Task description.
Each entry below is to be written out exactly, and the pictures are to be left out.

"""

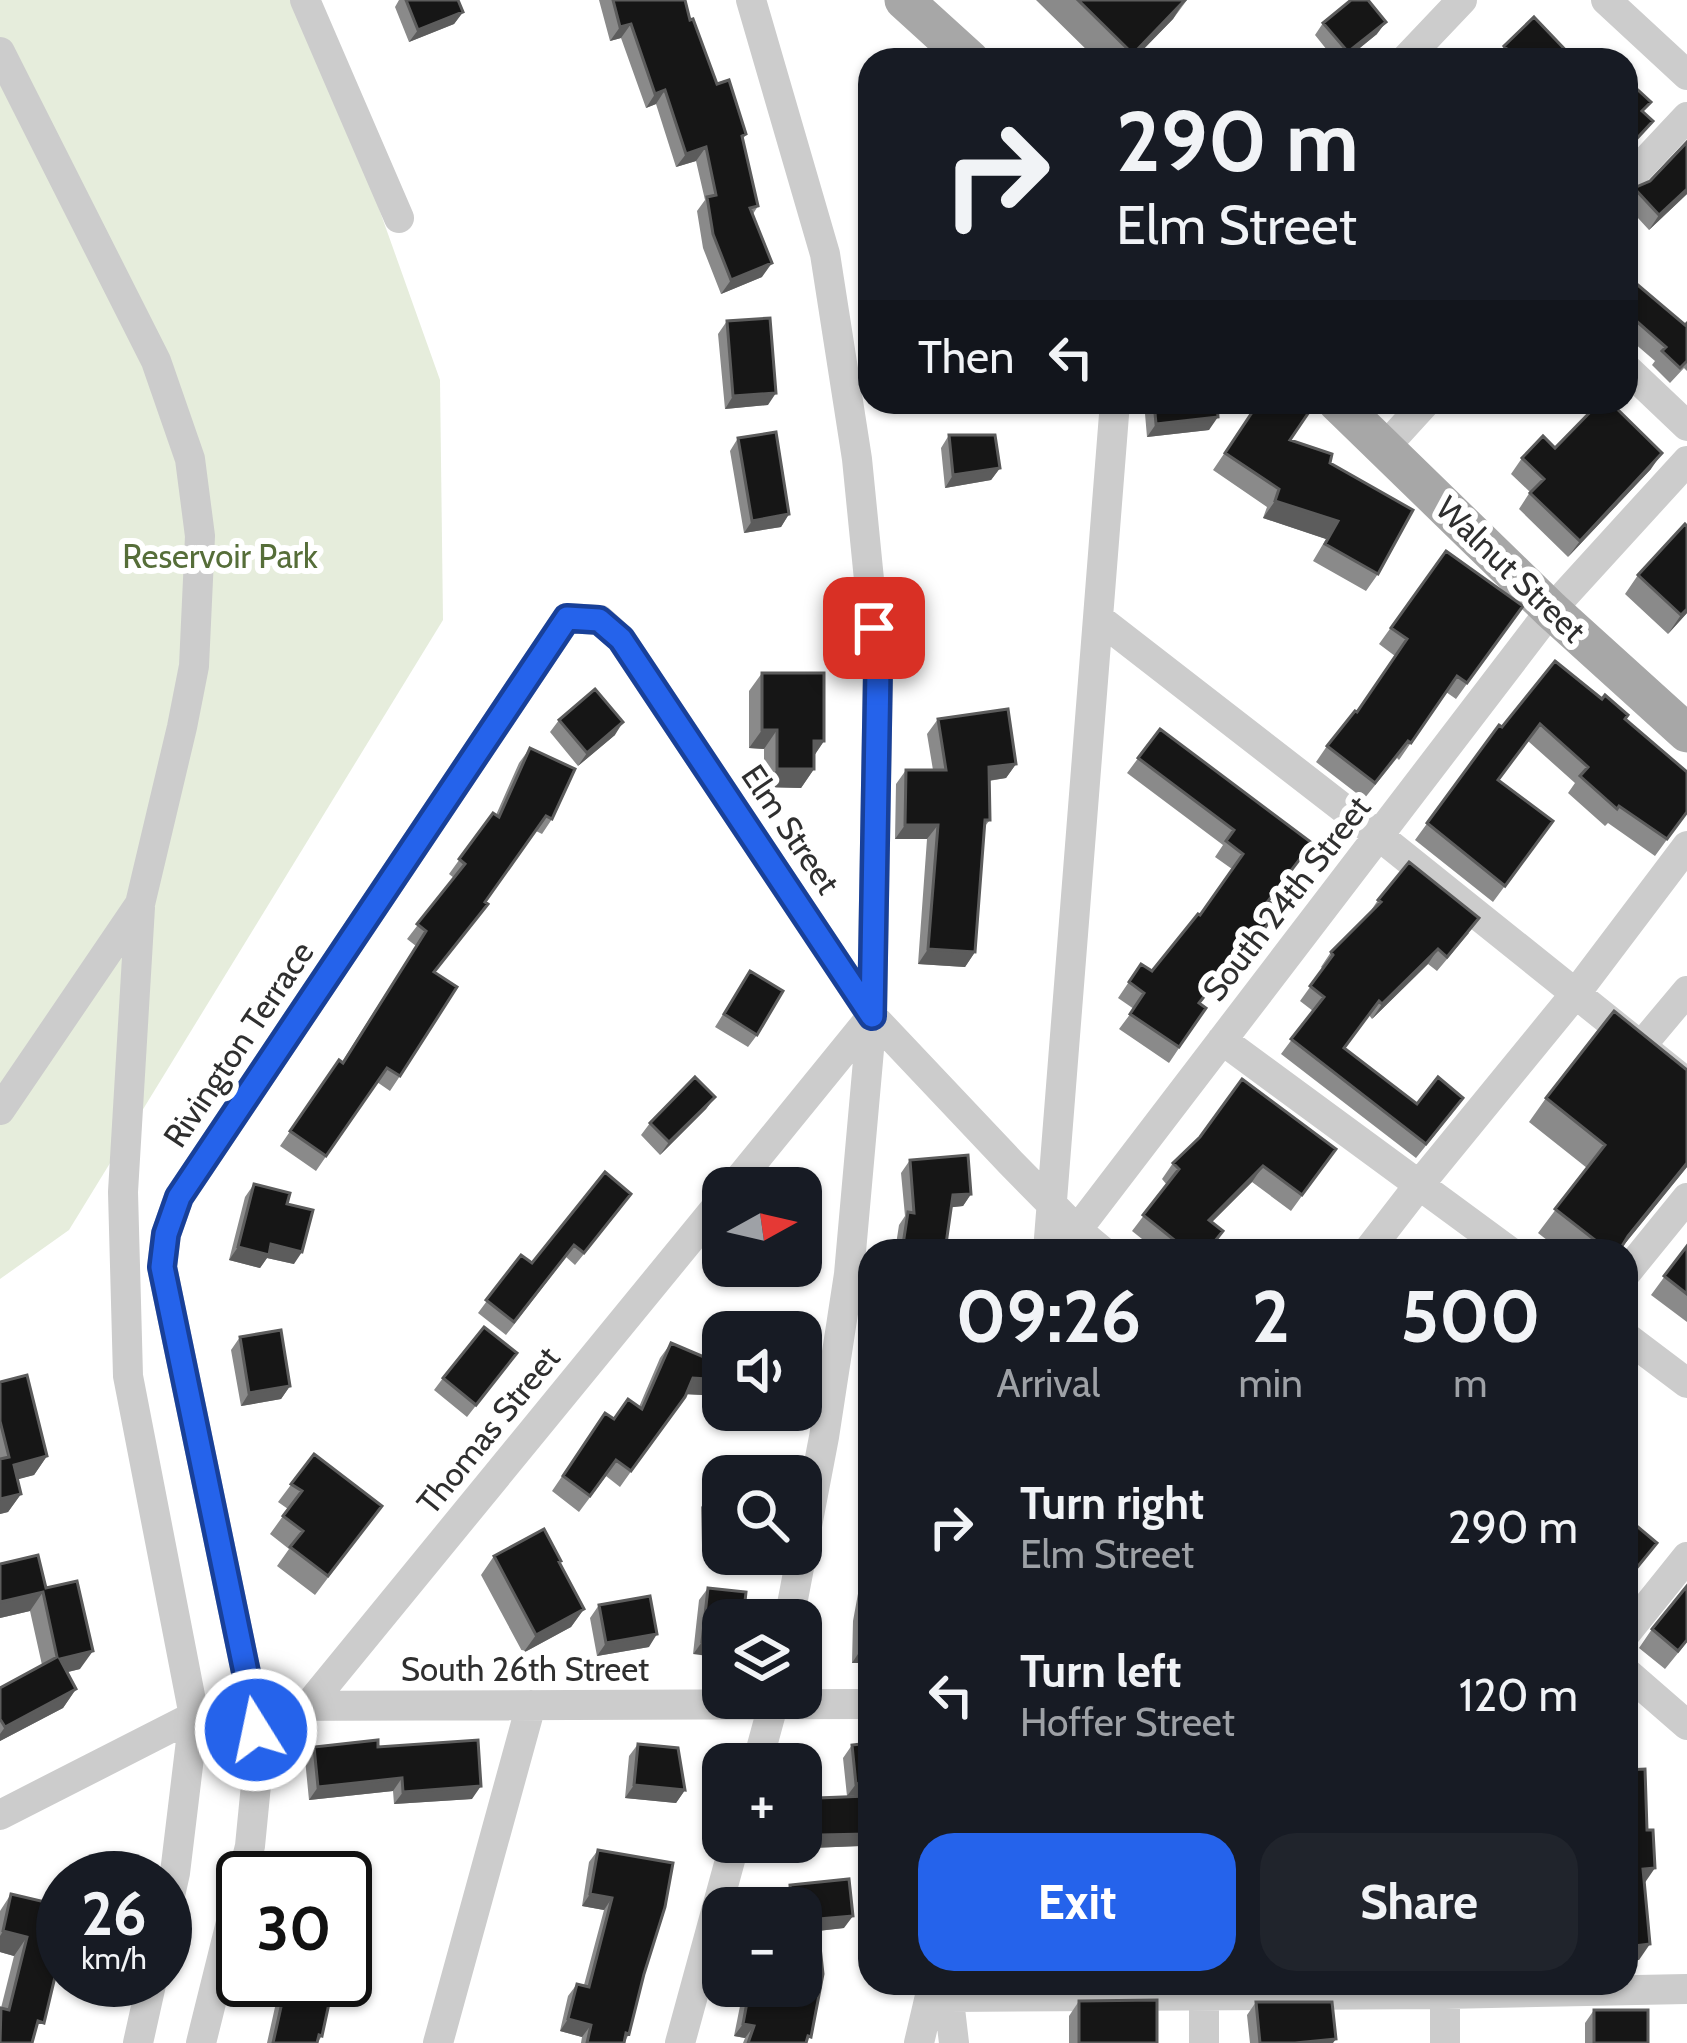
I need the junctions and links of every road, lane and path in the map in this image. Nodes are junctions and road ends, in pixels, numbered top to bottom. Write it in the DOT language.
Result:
graph roads {
  1 [pos="305,0"];
  2 [pos="751,0"];
  3 [pos="904,0"];
  4 [pos="1462,0"];
  5 [pos="1606,0"];
  6 [pos="957,48"];
  7 [pos="1417,48"];
  8 [pos="0,52"];
  9 [pos="1687,75"];
  10 [pos="1687,117"];
  11 [pos="1638,169"];
  12 [pos="399,218"];
  13 [pos="1638,379"];
  14 [pos="1114,414"];
  15 [pos="1350,414"];
  16 [pos="1415,414"];
  17 [pos="1687,426"];
  18 [pos="1385,447"];
  19 [pos="1687,461"];
  20 [pos="1551,610"];
  21 [pos="567,618"];
  22 [pos="1098,618"];
  23 [pos="1687,734"];
  24 [pos="1379,836"];
  25 [pos="1687,846"];
  26 [pos="140,904"];
  27 [pos="1687,991"];
  28 [pos="1576,993"];
  29 [pos="872,1016"];
  30 [pos="1222,1040"];
  31 [pos="1641,1046"];
  32 [pos="1687,1083"];
  33 [pos="0,1110"];
  34 [pos="749,1167"];
  35 [pos="1419,1185"];
  36 [pos="1687,1198"];
  37 [pos="1052,1205"];
  38 [pos="702,1225"];
  39 [pos="1077,1230"];
  40 [pos="1049,1239"];
  41 [pos="1088,1239"];
  42 [pos="1377,1239"];
  43 [pos="1493,1239"];
  44 [pos="1638,1258"];
  45 [pos="1638,1346"];
  46 [pos="1687,1383"];
  47 [pos="1687,1557"];
  48 [pos="794,1599"];
  49 [pos="1638,1618"];
  50 [pos="1638,1682"];
  51 [pos="702,1702"];
  52 [pos="822,1702"];
  53 [pos="858,1704"];
  54 [pos="531,1705"];
  55 [pos="253,1706"];
  56 [pos="308,1706"];
  57 [pos="1638,1707"];
  58 [pos="1676,1715"];
  59 [pos="194,1716"];
  60 [pos="0,1815"];
  61 [pos="178,1851"];
  62 [pos="729,1863"];
  63 [pos="1638,1989"];
  64 [pos="1687,1989"];
  65 [pos="940,1995"];
  66 [pos="944,1995"];
  67 [pos="1204,1995"];
  68 [pos="1445,1995"];
  69 [pos="146,2007"];
  70 [pos="138,2043"];
  71 [pos="200,2043"];
  72 [pos="438,2043"];
  73 [pos="680,2043"];
  74 [pos="919,2043"];
  75 [pos="954,2043"];
  76 [pos="1204,2043"];
  77 [pos="1445,2043"];
  1 -- 12 [label="street"];
  2 -- 29 [label="street"];
  3 -- 6 [label="main road"];
  4 -- 7 [label="street"];
  5 -- 9 [label="street"];
  8 -- 26 [label="street"];
  10 -- 11 [label="street"];
  13 -- 17 [label="street"];
  14 -- 22 [label="street"];
  15 -- 18 [label="main road, Walnut Street"];
  16 -- 18 [label="street"];
  18 -- 20 [label="main road, Walnut Street"];
  19 -- 20 [label="street, South 24th Street"];
  20 -- 23 [label="main road, Walnut Street"];
  20 -- 24 [label="street, South 24th Street"];
  21 -- 29 [label="street, Elm Street"];
  21 -- 55 [label="street, Rivington Terrace"];
  22 -- 24 [label="street"];
  22 -- 37 [label="street"];
  24 -- 28 [label="street"];
  24 -- 30 [label="street, South 24th Street"];
  25 -- 28 [label="street"];
  26 -- 33 [label="street"];
  26 -- 59 [label="street"];
  27 -- 31 [label="street"];
  28 -- 31 [label="street"];
  28 -- 35 [label="street"];
  29 -- 34 [label="street"];
  29 -- 37 [label="street, Elm Street"];
  29 -- 48 [label="street"];
  30 -- 35 [label="street"];
  30 -- 39 [label="street, South 24th Street"];
  31 -- 32 [label="street"];
  35 -- 42 [label="street"];
  35 -- 43 [label="street"];
  36 -- 44 [label="street"];
  37 -- 39 [label="street, Elm Street"];
  37 -- 40 [label="street"];
  38 -- 56 [label="street, Thomas Street"];
  39 -- 41 [label="street, Elm Street"];
  45 -- 46 [label="street"];
  47 -- 49 [label="street"];
  50 -- 58 [label="street"];
  51 -- 54 [label="street, South 26th Street"];
  52 -- 53 [label="street, South 26th Street"];
  54 -- 56 [label="street, South 26th Street"];
  54 -- 72 [label="street"];
  55 -- 56 [label="street, South 26th Street"];
  55 -- 71 [label="street, Rivington Terrace"];
  57 -- 58 [label="street"];
  59 -- 60 [label="street"];
  59 -- 61 [label="street"];
  62 -- 73 [label="street"];
  63 -- 64 [label="street"];
  65 -- 74 [label="street"];
  66 -- 75 [label="street"];
  67 -- 76 [label="street"];
  68 -- 77 [label="street"];
  69 -- 70 [label="street"];
}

"""

Problem solution.
I need the junctions and links of every road, lane and path in the map in this image. Nodes are junctions and road ends, in pixels, numbered top to bottom. Write it in the DOT language.
Result:
graph roads {
  1 [pos="305,0"];
  2 [pos="751,0"];
  3 [pos="904,0"];
  4 [pos="1462,0"];
  5 [pos="1606,0"];
  6 [pos="957,48"];
  7 [pos="1417,48"];
  8 [pos="0,52"];
  9 [pos="1687,75"];
  10 [pos="1687,117"];
  11 [pos="1638,169"];
  12 [pos="399,218"];
  13 [pos="1638,379"];
  14 [pos="1114,414"];
  15 [pos="1350,414"];
  16 [pos="1415,414"];
  17 [pos="1687,426"];
  18 [pos="1385,447"];
  19 [pos="1687,461"];
  20 [pos="1551,610"];
  21 [pos="567,618"];
  22 [pos="1098,618"];
  23 [pos="1687,734"];
  24 [pos="1379,836"];
  25 [pos="1687,846"];
  26 [pos="140,904"];
  27 [pos="1687,991"];
  28 [pos="1576,993"];
  29 [pos="872,1016"];
  30 [pos="1222,1040"];
  31 [pos="1641,1046"];
  32 [pos="1687,1083"];
  33 [pos="0,1110"];
  34 [pos="749,1167"];
  35 [pos="1419,1185"];
  36 [pos="1687,1198"];
  37 [pos="1052,1205"];
  38 [pos="702,1225"];
  39 [pos="1077,1230"];
  40 [pos="1049,1239"];
  41 [pos="1088,1239"];
  42 [pos="1377,1239"];
  43 [pos="1493,1239"];
  44 [pos="1638,1258"];
  45 [pos="1638,1346"];
  46 [pos="1687,1383"];
  47 [pos="1687,1557"];
  48 [pos="794,1599"];
  49 [pos="1638,1618"];
  50 [pos="1638,1682"];
  51 [pos="702,1702"];
  52 [pos="822,1702"];
  53 [pos="858,1704"];
  54 [pos="531,1705"];
  55 [pos="253,1706"];
  56 [pos="308,1706"];
  57 [pos="1638,1707"];
  58 [pos="1676,1715"];
  59 [pos="194,1716"];
  60 [pos="0,1815"];
  61 [pos="178,1851"];
  62 [pos="729,1863"];
  63 [pos="1638,1989"];
  64 [pos="1687,1989"];
  65 [pos="940,1995"];
  66 [pos="944,1995"];
  67 [pos="1204,1995"];
  68 [pos="1445,1995"];
  69 [pos="146,2007"];
  70 [pos="138,2043"];
  71 [pos="200,2043"];
  72 [pos="438,2043"];
  73 [pos="680,2043"];
  74 [pos="919,2043"];
  75 [pos="954,2043"];
  76 [pos="1204,2043"];
  77 [pos="1445,2043"];
  1 -- 12 [label="street"];
  2 -- 29 [label="street"];
  3 -- 6 [label="main road"];
  4 -- 7 [label="street"];
  5 -- 9 [label="street"];
  8 -- 26 [label="street"];
  10 -- 11 [label="street"];
  13 -- 17 [label="street"];
  14 -- 22 [label="street"];
  15 -- 18 [label="main road, Walnut Street"];
  16 -- 18 [label="street"];
  18 -- 20 [label="main road, Walnut Street"];
  19 -- 20 [label="street, South 24th Street"];
  20 -- 23 [label="main road, Walnut Street"];
  20 -- 24 [label="street, South 24th Street"];
  21 -- 29 [label="street, Elm Street"];
  21 -- 55 [label="street, Rivington Terrace"];
  22 -- 24 [label="street"];
  22 -- 37 [label="street"];
  24 -- 28 [label="street"];
  24 -- 30 [label="street, South 24th Street"];
  25 -- 28 [label="street"];
  26 -- 33 [label="street"];
  26 -- 59 [label="street"];
  27 -- 31 [label="street"];
  28 -- 31 [label="street"];
  28 -- 35 [label="street"];
  29 -- 34 [label="street"];
  29 -- 37 [label="street, Elm Street"];
  29 -- 48 [label="street"];
  30 -- 35 [label="street"];
  30 -- 39 [label="street, South 24th Street"];
  31 -- 32 [label="street"];
  35 -- 42 [label="street"];
  35 -- 43 [label="street"];
  36 -- 44 [label="street"];
  37 -- 39 [label="street, Elm Street"];
  37 -- 40 [label="street"];
  38 -- 56 [label="street, Thomas Street"];
  39 -- 41 [label="street, Elm Street"];
  45 -- 46 [label="street"];
  47 -- 49 [label="street"];
  50 -- 58 [label="street"];
  51 -- 54 [label="street, South 26th Street"];
  52 -- 53 [label="street, South 26th Street"];
  54 -- 56 [label="street, South 26th Street"];
  54 -- 72 [label="street"];
  55 -- 56 [label="street, South 26th Street"];
  55 -- 71 [label="street, Rivington Terrace"];
  57 -- 58 [label="street"];
  59 -- 60 [label="street"];
  59 -- 61 [label="street"];
  62 -- 73 [label="street"];
  63 -- 64 [label="street"];
  65 -- 74 [label="street"];
  66 -- 75 [label="street"];
  67 -- 76 [label="street"];
  68 -- 77 [label="street"];
  69 -- 70 [label="street"];
}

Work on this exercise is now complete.